All this talk of diesels in Subarus gets people thinking.
At the local launch of the latest hot-shoe Subaru, the STi, Managing Director for Subaru Australia, Nick Senior, happened to mention that he has been in receipt of some very favourable feedback from those anxious to buy a diesel Subaru.
"I've just been reading the bulletins from the Brisbane Motor Show and one of the most asked questions from current Subaru owners is: 'I've read about a diesel, when are we likely to get it?' -- and, from what we know about our customers, I think there would be an interest in diesel engines", he said.
"Also, we continue to be strong in the rural markets and the propensity for diesel sales is [there] in these areas. I don't see a downside; I only see upside."

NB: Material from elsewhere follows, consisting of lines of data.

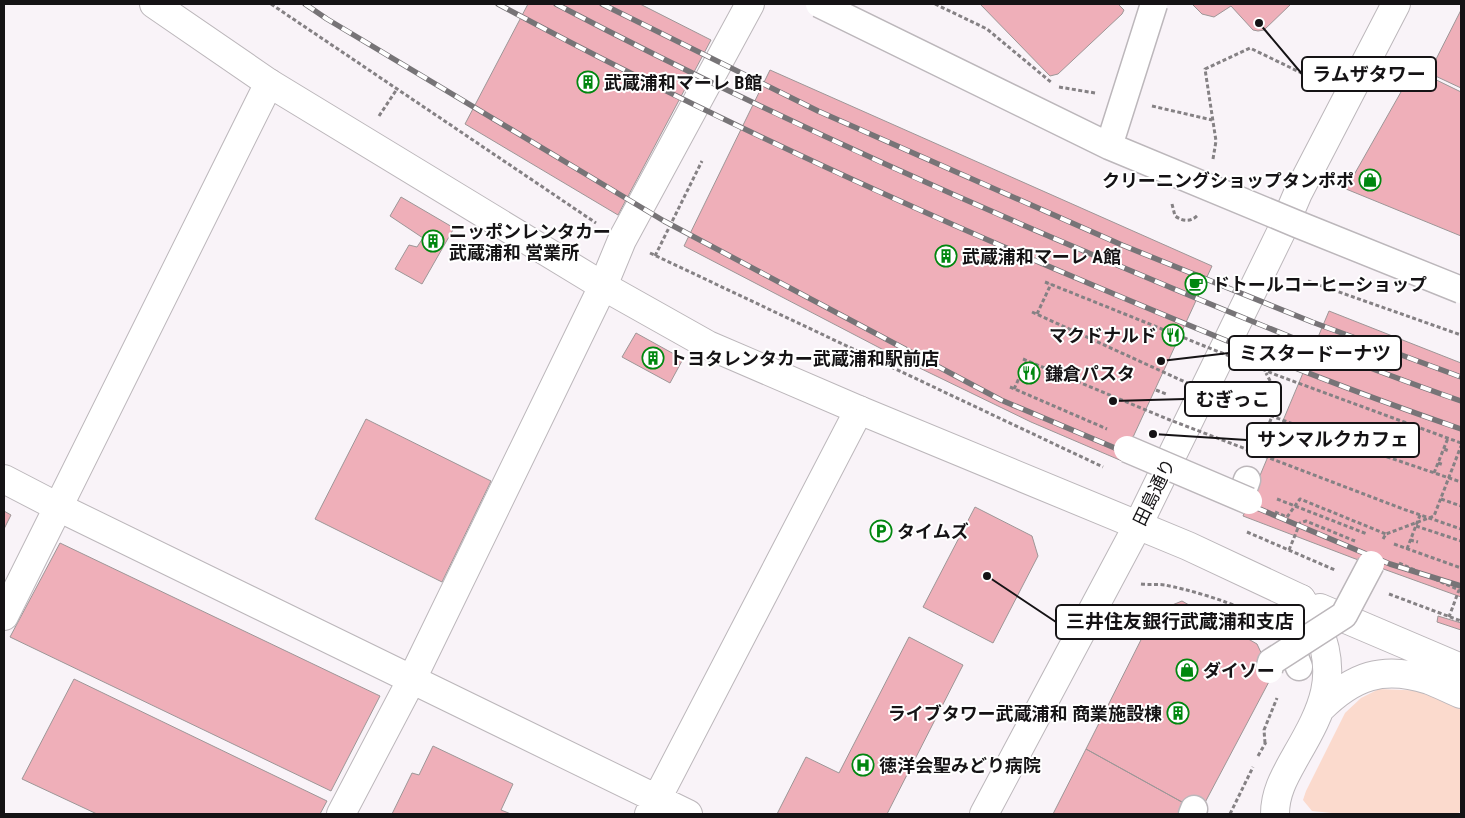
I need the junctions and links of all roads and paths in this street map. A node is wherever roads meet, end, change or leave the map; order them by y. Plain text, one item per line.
1 (154, 4) edge
2 (271, 4) edge
3 (750, 4) edge
4 (819, 4) edge
5 (935, 4) edge
6 (1154, 4) edge
7 (1396, 4) edge
8 (1318, 82) dead end
9 (269, 83) junction
10 (1100, 94) dead end
11 (1147, 105) dead end
12 (1212, 120) junction
13 (1109, 146) junction
14 (1213, 161) dead end
15 (1283, 228) junction
16 (622, 240) junction
17 (1308, 281) dead end
18 (1045, 282) dead end
19 (1050, 284) junction
20 (603, 286) junction
21 (1461, 290) edge
22 (1461, 301) edge
23 (1032, 312) dead end
24 (1036, 314) junction
25 (1461, 334) edge
26 (1266, 373) dead end
27 (1014, 389) dead end
28 (1156, 390) dead end
29 (1166, 394) dead end
30 (859, 410) junction
31 (1448, 438) junction
32 (1461, 445) edge
33 (1128, 449) dead end
34 (1444, 449) junction
35 (1449, 451) dead end
36 (1438, 463) junction
37 (1444, 465) dead end
38 (1110, 470) dead end
39 (1434, 473) junction
40 (4, 479) edge
41 (1461, 482) edge
42 (1246, 493) junction
43 (1440, 499) junction
44 (1461, 506) edge
45 (58, 507) junction
46 (1420, 516) junction
47 (1138, 525) junction
48 (1416, 526) junction
49 (1240, 528) dead end
50 (1461, 529) edge
51 (1386, 534) junction
52 (1355, 540) dead end
53 (1410, 540) junction
54 (1461, 541) edge
55 (1418, 542) dead end
56 (1407, 549) dead end
57 (1289, 550) junction
58 (1371, 564) joint
59 (1405, 566) dead end
60 (1342, 573) dead end
61 (1139, 583) dead end
62 (1386, 592) dead end
63 (1301, 599) junction
64 (4, 616) edge
65 (1449, 616) junction
66 (1461, 621) edge
67 (1269, 632) dead end
68 (1279, 667) joint
69 (1461, 668) edge
70 (412, 680) junction
71 (1461, 694) edge
72 (1320, 709) junction
73 (653, 807) edge
74 (341, 814) edge
75 (688, 814) edge
76 (984, 814) edge
77 (1230, 814) edge
78 (1274, 814) edge

1 - 9 street
2 - 16 path
3 - 16 street
4 - 13 street, bridge
5 - 10 path
6 - 13 street, bridge
7 - 15 street, 田島通り
8 - 12 path
9 - 20 street
9 - 45 street
11 - 12 path
12 - 14 path
13 - 21 street, bridge
15 - 22 street
15 - 47 street, 田島通り
16 - 20 street
16 - 38 path
17 - 25 path
18 - 19 path, bridge
19 - 24 path
19 - 31 path, bridge
20 - 30 street
20 - 70 street
23 - 24 path, bridge
24 - 39 path, bridge
26 - 42 path, bridge
27 - 46 path, bridge
28 - 29 path
30 - 47 street
30 - 73 street
31 - 32 path, bridge
31 - 34 path
32 - 43 path
33 - 42 street, bridge
34 - 35 path
34 - 36 path
36 - 37 path
36 - 39 path
39 - 41 path, bridge
40 - 45 street
42 - 51 path
43 - 44 path
43 - 51 path, bridge
45 - 64 street
45 - 70 street
46 - 48 path, bridge
46 - 50 path, bridge
47 - 63 street
47 - 76 street, 田島通り
48 - 53 path, bridge
48 - 54 path
49 - 57 path
51 - 58 path
52 - 57 path
53 - 55 path, bridge
53 - 56 path, bridge
57 - 60 path
58 - 68 street, bridge
59 - 65 path
61 - 67 path
62 - 65 path
63 - 69 street
63 - 72 street
65 - 66 path
68 - 77 path
70 - 73 street
70 - 74 street
71 - 72 street
72 - 78 street
73 - 75 street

But then, because mention "rural communities" in the Subaru context and one cannot help recalling the Brumby ute, we asked Senior for the prospects of a new Brumby for the modern era.
His emphatic response?
"Never. The Brumby days have passed us and I think -- as a brand -- we're past the Brumby".
"We've already appealed to a new set of customers, because from the early 1990s, when we were doing 8500 cars per year, we're now at 38,500 last year, so we've attracted 30,000 people… who recognise our virtue and our DNA.

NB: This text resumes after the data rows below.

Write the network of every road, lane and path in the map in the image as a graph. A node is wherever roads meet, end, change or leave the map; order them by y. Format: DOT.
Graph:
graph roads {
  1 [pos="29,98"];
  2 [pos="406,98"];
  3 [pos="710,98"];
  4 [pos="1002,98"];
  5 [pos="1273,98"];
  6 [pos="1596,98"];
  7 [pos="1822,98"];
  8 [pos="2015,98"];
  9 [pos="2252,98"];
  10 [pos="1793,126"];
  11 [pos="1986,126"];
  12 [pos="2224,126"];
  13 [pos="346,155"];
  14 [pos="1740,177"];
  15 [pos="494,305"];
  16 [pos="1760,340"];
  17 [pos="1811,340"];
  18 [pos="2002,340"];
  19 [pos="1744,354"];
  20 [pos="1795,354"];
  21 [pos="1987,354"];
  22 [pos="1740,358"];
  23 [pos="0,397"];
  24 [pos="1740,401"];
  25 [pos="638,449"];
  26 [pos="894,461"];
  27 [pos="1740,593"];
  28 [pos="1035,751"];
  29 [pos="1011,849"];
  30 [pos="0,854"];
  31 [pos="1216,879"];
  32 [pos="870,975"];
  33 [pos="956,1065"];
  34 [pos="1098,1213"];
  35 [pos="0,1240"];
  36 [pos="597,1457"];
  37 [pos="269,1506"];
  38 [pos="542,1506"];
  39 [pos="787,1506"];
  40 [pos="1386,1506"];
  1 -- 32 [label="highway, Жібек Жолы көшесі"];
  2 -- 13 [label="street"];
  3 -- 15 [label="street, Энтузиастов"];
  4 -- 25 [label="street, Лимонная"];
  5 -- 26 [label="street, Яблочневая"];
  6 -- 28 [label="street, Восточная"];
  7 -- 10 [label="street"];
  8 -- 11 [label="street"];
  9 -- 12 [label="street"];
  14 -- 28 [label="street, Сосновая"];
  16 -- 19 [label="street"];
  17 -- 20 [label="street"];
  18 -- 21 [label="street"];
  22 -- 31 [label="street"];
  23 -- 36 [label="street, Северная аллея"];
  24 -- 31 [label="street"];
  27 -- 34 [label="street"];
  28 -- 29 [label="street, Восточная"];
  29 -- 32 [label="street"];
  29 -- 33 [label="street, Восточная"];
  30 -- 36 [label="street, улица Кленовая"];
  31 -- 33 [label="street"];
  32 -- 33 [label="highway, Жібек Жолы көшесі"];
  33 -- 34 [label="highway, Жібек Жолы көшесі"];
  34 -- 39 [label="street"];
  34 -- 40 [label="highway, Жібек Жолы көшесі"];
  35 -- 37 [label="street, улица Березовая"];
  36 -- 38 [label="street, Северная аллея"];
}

"So while we still feel a fondness for the Brumby and we should never forget the legacy of the Brumby, because for many years, it nurtured a dealer network that was starved of other vehicles and the Brumby put a lot of kids through school. So there is a fondness for it, but there are other opportunities for us in other models in the future."
The market that formerly purchased the Brumby (farmers, in the main), held the small Leone-based pick-up in great respect and probably with good reason. Stories of vehicles covering up to a quarter of a million kilometres without major overhaul were, in fact, circulated by Subaru's own Australian PR team during the late eighties.
Nowadays, the Brumby demographic has largely migrated to Proton and its Jumbuck light commercial -- but that's a vehicle lacking the Subaru's 4WD facility.